== TO DO ==
Please return exactly the lines from the top of the data through the line that contains "Which roads connect where in the map in this", and skip all pictures.

#### MATERIAL FOR THE TASK ####

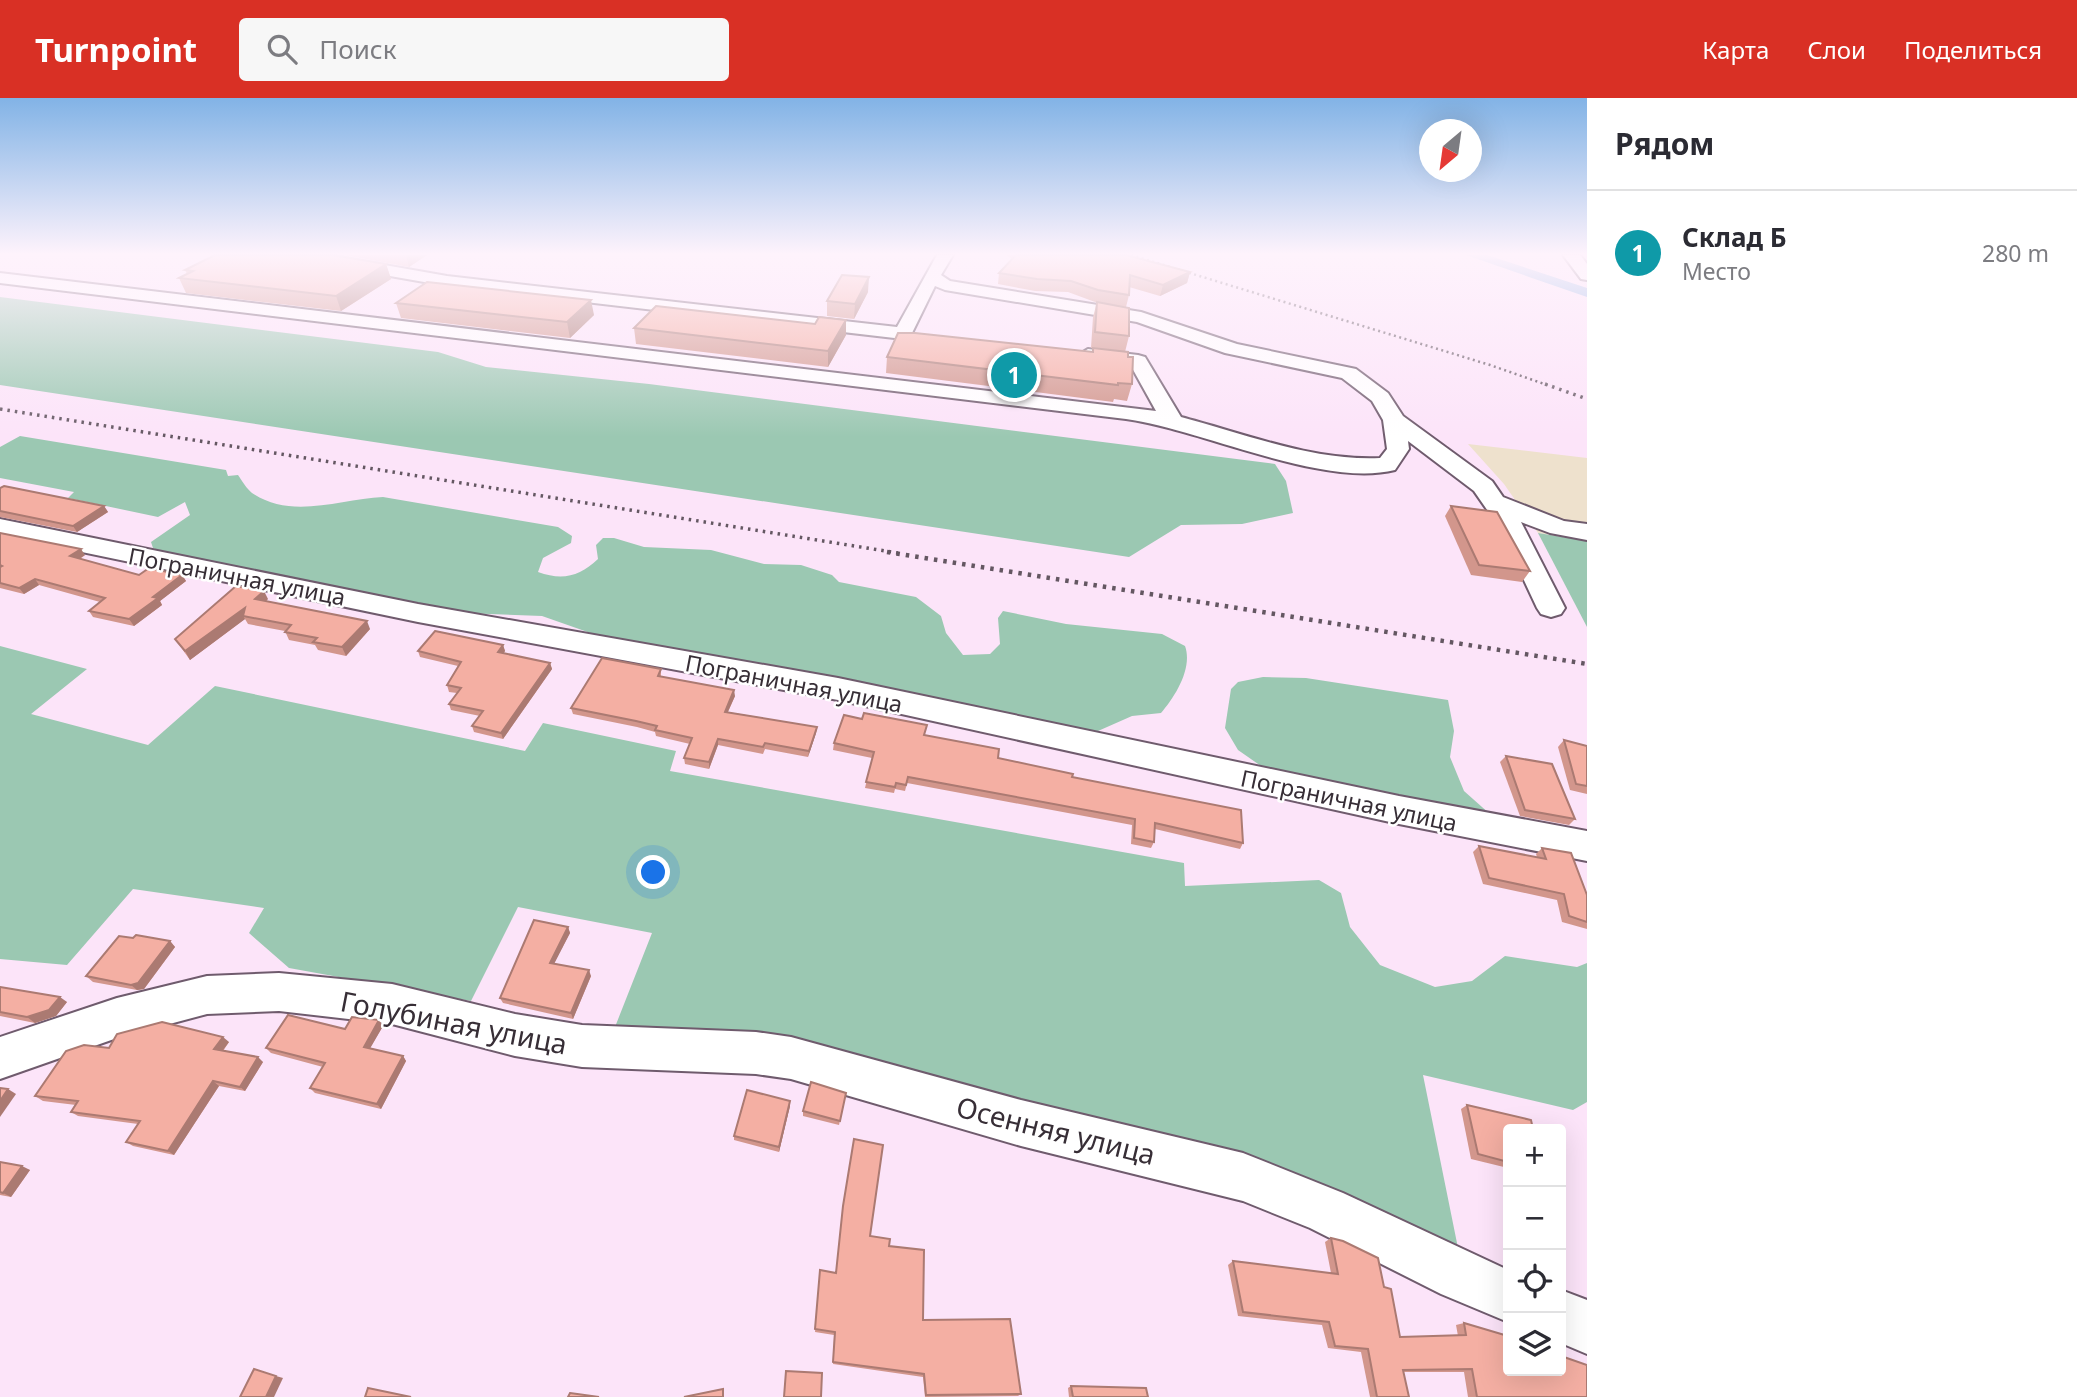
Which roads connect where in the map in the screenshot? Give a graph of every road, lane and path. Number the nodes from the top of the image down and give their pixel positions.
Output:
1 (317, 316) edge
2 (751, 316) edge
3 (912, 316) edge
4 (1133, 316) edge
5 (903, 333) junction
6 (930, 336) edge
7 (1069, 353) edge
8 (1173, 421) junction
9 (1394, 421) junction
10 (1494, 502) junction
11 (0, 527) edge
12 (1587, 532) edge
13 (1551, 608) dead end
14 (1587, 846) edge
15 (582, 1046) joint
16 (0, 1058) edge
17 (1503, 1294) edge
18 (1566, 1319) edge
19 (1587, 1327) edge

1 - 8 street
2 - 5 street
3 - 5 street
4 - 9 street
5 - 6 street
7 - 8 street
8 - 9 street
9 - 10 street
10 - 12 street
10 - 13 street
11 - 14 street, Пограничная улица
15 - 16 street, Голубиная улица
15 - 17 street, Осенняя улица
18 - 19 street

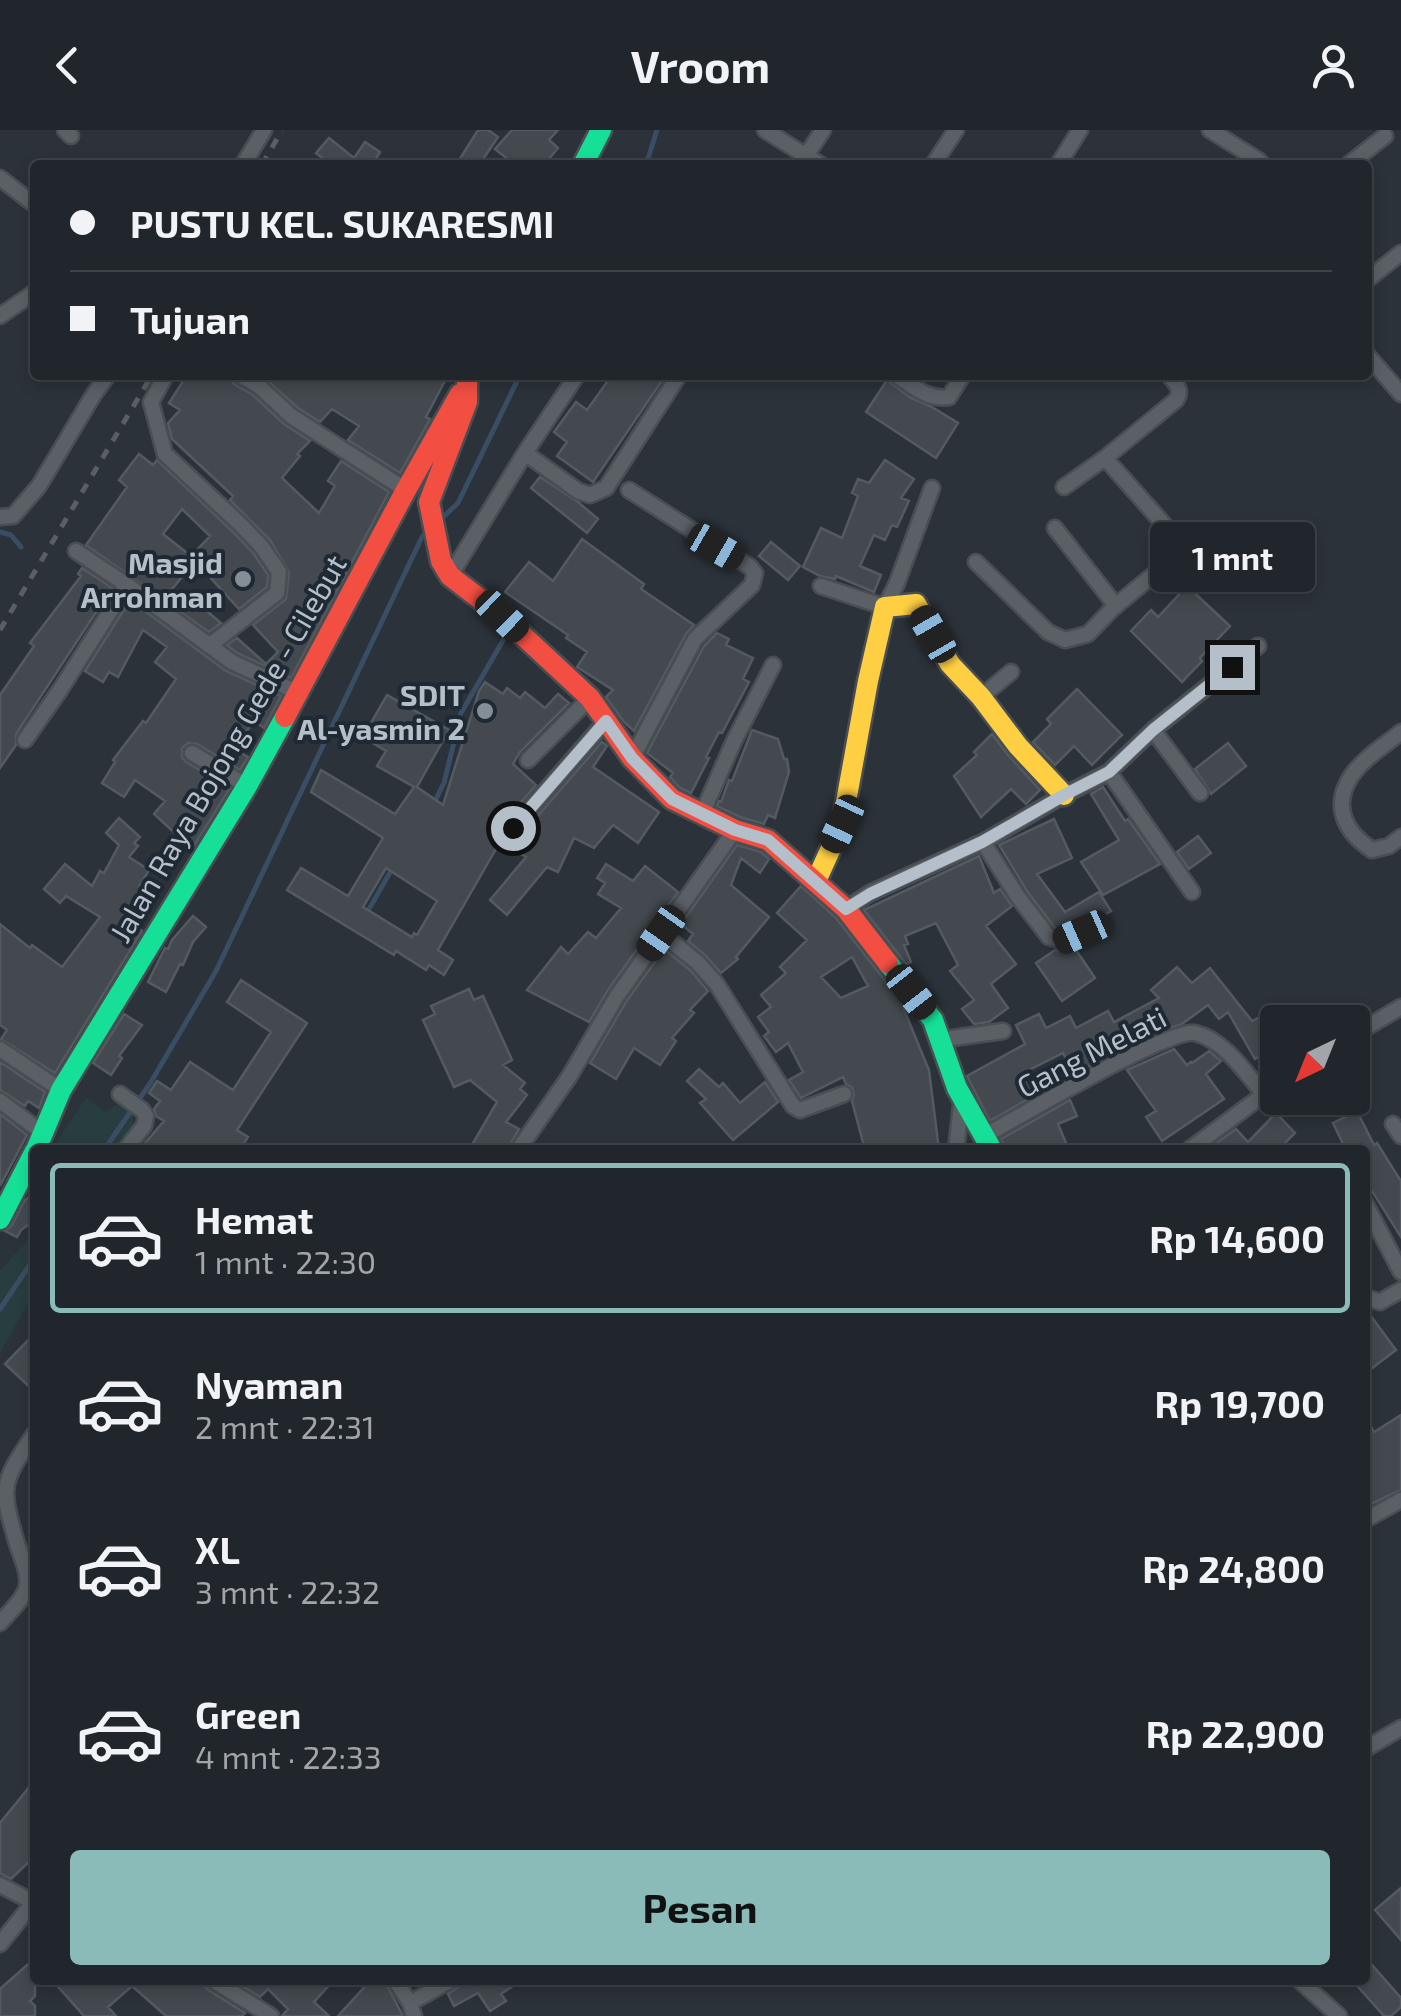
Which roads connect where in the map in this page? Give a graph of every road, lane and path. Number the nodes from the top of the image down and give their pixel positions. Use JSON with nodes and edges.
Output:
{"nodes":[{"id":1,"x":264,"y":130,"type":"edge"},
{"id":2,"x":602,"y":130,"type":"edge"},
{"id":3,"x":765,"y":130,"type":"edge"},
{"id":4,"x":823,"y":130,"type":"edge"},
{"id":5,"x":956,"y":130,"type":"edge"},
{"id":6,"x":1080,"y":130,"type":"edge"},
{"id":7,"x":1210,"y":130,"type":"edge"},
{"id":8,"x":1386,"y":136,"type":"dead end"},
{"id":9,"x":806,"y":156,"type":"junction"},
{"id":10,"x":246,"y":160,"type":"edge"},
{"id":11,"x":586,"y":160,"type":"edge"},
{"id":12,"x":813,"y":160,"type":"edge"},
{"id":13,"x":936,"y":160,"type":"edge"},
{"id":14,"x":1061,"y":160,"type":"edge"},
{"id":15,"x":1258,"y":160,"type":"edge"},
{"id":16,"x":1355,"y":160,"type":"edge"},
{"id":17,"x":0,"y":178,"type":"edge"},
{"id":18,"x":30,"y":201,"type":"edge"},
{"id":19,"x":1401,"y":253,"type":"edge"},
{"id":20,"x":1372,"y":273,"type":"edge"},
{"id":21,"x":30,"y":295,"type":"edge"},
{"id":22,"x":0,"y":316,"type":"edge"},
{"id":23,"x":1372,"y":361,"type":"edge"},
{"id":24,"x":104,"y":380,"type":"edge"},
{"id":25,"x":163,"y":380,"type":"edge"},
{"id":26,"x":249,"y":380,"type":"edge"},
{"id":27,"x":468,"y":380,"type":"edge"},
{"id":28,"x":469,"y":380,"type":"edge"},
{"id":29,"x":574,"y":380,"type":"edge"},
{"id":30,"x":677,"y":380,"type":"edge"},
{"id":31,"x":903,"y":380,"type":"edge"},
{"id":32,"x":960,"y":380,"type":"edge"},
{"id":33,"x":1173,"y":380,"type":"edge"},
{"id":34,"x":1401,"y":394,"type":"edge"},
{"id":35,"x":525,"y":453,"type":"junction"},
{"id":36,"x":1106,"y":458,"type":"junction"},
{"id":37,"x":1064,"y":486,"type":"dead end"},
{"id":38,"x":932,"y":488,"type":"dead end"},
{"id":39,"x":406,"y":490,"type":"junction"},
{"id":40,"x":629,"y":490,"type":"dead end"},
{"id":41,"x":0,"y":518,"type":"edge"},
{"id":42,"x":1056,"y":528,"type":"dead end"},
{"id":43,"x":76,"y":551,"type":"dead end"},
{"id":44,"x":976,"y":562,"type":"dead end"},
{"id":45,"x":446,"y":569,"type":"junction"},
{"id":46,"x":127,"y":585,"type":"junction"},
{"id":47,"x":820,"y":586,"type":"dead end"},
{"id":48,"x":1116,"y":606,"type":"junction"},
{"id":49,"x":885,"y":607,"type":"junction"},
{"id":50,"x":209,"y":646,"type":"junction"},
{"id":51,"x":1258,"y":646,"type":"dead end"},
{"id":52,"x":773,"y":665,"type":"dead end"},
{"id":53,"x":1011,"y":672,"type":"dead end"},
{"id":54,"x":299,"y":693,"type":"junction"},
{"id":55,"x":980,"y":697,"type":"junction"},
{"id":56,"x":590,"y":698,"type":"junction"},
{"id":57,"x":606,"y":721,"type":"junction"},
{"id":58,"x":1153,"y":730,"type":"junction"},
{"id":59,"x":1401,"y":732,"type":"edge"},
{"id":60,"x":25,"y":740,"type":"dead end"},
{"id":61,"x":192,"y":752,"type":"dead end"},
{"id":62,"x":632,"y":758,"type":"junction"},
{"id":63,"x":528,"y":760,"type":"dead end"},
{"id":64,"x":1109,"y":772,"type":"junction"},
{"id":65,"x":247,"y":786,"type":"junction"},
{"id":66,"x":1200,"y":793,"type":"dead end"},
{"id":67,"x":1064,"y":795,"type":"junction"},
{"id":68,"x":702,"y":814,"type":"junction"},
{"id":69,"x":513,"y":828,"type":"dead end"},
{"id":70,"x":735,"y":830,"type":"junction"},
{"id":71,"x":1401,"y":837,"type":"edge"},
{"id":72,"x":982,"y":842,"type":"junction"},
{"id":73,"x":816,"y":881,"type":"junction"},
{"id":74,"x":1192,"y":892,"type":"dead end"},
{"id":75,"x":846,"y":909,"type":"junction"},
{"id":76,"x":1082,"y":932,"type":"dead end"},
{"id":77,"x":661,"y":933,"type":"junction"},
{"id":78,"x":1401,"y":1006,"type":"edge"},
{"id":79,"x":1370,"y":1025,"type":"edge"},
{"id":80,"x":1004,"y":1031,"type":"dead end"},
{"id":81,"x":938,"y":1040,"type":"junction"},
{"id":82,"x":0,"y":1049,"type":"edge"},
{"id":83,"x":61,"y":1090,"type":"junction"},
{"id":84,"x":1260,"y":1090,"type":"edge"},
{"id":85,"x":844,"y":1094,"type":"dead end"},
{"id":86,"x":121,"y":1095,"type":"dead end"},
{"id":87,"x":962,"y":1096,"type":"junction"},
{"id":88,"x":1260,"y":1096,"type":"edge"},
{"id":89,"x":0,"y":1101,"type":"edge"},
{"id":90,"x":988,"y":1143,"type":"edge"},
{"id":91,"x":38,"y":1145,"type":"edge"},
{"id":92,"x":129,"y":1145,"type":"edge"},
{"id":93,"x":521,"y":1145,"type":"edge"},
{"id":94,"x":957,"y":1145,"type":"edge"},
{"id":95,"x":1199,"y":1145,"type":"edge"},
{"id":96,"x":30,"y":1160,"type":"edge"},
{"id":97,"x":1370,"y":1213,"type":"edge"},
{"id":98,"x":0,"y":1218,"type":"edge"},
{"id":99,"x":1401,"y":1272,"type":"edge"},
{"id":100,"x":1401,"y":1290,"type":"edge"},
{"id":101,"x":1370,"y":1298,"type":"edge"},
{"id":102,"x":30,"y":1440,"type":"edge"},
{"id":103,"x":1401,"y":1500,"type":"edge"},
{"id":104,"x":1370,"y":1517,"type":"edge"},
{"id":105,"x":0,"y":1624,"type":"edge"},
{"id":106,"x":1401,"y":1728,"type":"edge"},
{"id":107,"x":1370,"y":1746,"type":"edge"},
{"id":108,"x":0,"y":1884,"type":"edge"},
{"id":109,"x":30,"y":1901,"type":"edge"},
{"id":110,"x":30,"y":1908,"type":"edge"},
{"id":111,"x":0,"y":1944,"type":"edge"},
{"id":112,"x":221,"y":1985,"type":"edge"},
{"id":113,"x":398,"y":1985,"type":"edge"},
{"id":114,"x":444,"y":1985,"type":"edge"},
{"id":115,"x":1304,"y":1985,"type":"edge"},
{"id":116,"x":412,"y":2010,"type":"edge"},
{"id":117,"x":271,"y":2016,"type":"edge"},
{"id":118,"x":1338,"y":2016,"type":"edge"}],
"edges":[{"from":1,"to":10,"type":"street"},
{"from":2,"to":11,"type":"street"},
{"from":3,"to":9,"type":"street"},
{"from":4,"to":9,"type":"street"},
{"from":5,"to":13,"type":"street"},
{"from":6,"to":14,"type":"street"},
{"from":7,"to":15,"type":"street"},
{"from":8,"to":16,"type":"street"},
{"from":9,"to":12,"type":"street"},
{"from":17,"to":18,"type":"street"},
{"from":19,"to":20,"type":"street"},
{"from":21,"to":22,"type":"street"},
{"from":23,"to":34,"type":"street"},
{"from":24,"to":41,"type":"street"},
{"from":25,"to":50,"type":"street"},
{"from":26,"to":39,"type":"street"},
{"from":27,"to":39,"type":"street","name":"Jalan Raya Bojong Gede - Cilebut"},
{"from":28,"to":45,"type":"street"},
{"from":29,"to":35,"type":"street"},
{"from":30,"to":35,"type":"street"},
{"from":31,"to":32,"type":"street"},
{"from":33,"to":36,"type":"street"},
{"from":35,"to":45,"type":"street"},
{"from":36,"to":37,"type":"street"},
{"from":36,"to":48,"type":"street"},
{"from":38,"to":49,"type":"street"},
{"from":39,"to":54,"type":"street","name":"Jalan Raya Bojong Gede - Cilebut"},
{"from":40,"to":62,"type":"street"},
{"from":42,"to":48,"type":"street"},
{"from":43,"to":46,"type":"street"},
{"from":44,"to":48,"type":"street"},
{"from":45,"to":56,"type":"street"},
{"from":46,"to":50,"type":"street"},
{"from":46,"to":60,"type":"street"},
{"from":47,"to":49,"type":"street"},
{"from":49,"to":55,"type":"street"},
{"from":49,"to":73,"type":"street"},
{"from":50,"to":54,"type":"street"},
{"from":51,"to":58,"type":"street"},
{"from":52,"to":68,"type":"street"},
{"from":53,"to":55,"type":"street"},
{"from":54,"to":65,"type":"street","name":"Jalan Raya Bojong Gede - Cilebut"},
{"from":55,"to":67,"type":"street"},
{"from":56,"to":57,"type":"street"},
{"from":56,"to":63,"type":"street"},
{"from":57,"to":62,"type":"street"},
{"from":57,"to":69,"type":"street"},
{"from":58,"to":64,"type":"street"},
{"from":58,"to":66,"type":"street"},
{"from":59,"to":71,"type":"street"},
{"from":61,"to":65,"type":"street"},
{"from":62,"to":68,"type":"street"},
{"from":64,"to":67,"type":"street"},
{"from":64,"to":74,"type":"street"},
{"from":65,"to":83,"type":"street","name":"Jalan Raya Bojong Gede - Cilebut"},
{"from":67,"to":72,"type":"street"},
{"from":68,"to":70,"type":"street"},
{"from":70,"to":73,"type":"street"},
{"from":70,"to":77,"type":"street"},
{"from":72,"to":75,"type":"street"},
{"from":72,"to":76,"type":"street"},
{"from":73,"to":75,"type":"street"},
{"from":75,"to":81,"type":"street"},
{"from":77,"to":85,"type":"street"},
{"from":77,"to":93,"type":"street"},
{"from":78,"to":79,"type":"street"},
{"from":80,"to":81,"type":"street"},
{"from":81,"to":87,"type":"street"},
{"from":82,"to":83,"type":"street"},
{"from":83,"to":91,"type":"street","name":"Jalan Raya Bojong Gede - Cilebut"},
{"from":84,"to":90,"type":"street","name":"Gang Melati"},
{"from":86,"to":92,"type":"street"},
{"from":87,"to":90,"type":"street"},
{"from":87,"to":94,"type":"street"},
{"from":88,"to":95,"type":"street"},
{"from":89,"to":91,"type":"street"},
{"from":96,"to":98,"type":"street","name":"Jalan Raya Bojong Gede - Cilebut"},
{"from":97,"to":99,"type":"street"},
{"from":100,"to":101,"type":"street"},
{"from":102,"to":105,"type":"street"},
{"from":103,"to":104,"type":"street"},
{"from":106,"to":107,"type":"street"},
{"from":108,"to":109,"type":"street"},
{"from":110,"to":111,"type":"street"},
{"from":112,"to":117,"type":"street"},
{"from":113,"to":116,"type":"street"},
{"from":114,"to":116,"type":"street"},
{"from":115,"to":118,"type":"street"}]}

####

== ANSWER TO THIS TASK ==
Which roads connect where in the map in the screenshot? Give a graph of every road, lane and path. Number the nodes from the top of the image down and give their pixel positions.
Output:
1 (317, 316) edge
2 (751, 316) edge
3 (912, 316) edge
4 (1133, 316) edge
5 (903, 333) junction
6 (930, 336) edge
7 (1069, 353) edge
8 (1173, 421) junction
9 (1394, 421) junction
10 (1494, 502) junction
11 (0, 527) edge
12 (1587, 532) edge
13 (1551, 608) dead end
14 (1587, 846) edge
15 (582, 1046) joint
16 (0, 1058) edge
17 (1503, 1294) edge
18 (1566, 1319) edge
19 (1587, 1327) edge

1 - 8 street
2 - 5 street
3 - 5 street
4 - 9 street
5 - 6 street
7 - 8 street
8 - 9 street
9 - 10 street
10 - 12 street
10 - 13 street
11 - 14 street, Пограничная улица
15 - 16 street, Голубиная улица
15 - 17 street, Осенняя улица
18 - 19 street

Which roads connect where in the map in this page? Give a graph of every road, lane and path. Number the nodes from the top of the image down and give their pixel positions. Use JSON with nodes and edges.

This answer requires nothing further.